While real estate listings for U.S. residential properties are widely available online, they are not typically consolidated in other markets. The combined company, called GlobalListings, aims to join global commercial, residential and vacation properties that are for sale, rent or auction in a single database.

World-wide, "real estate is the world's largest fragmented marketplace," said Gerrity. "We are mapping the world's real estate inventory in one place."

World Property Journal and GlobalListings come from the same lineage: Both were designed and built by Miami's Gerrity Capital "on behalf of each company’s investor base," explained founder Gerrity. The two companies are separate and have different investors, he said; he serves as an officer in each.

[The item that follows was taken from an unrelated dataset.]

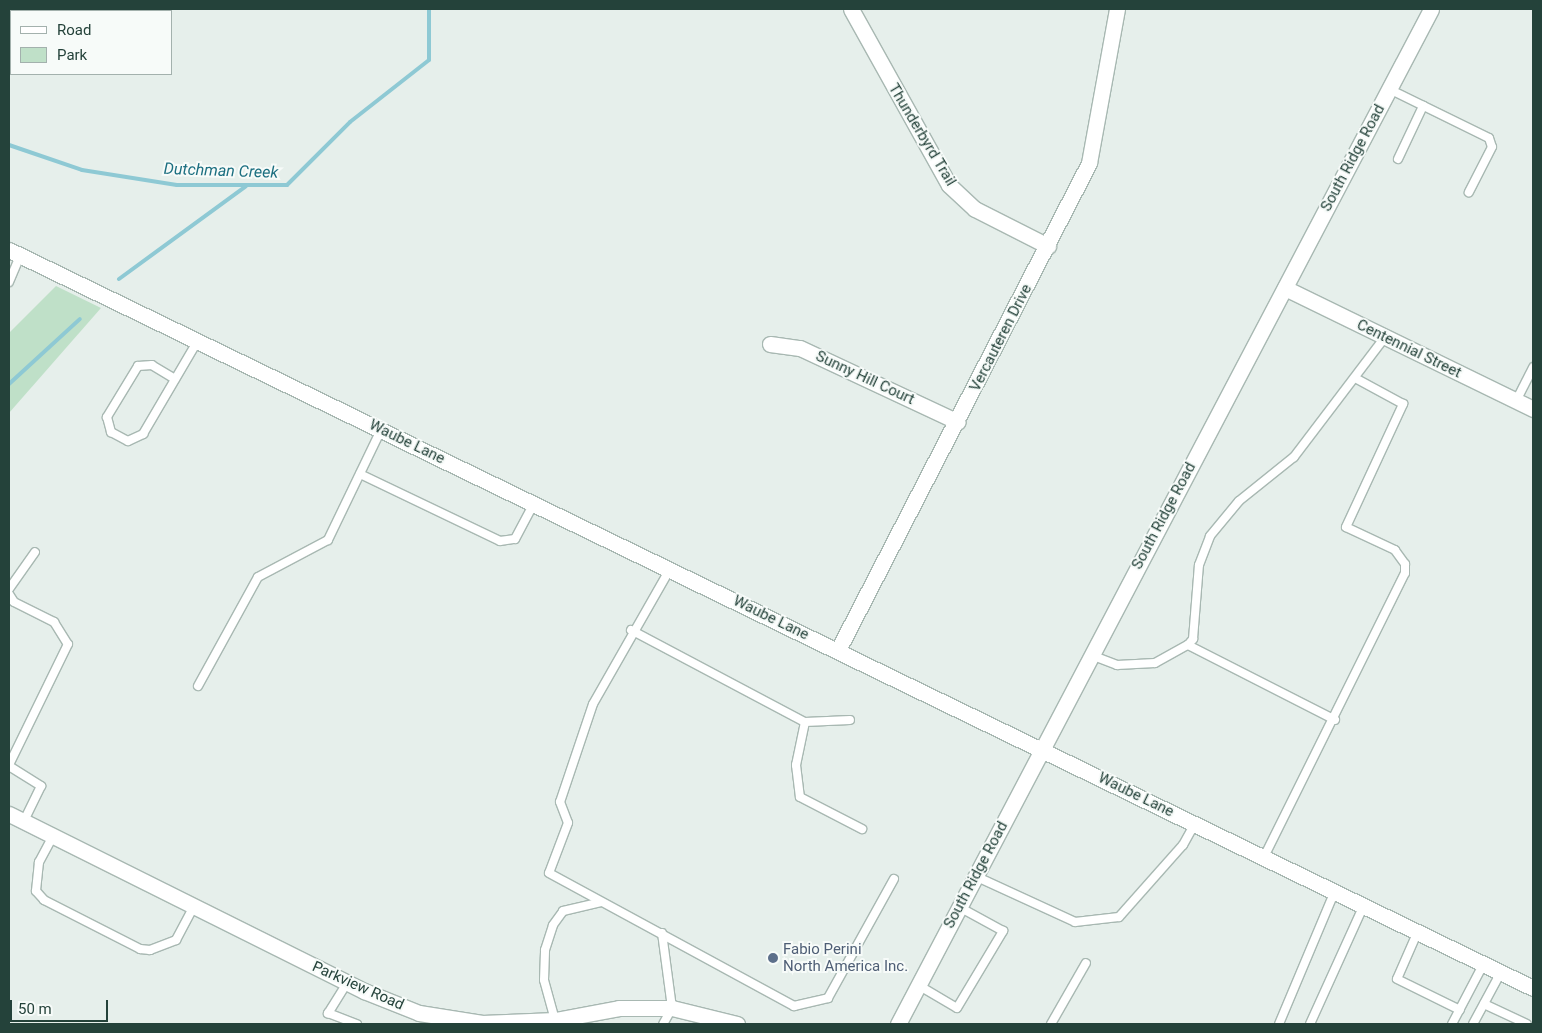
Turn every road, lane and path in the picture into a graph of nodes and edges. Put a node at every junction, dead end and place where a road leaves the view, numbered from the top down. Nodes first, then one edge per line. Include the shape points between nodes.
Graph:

Gerrity said GlobalListings was launched a year ago in Irvine, California, because of the real estate-tech talent available in the area. It will move its combined headquarters to Miami while retaining its current employees and expanding the Journal staff, said Gerrity, who currently commutes between the two. The sale is slated to be complete by the end of the year.

The Journal had been publishing out of its offices in downtown Miami since October 2010. It covers a wide range of real estate news from rising global rents, to South Florida's commercial real estate market, in addition to providing listings from across the world.

Miami Herald Business Editor Jane Wooldridge contributed to this report.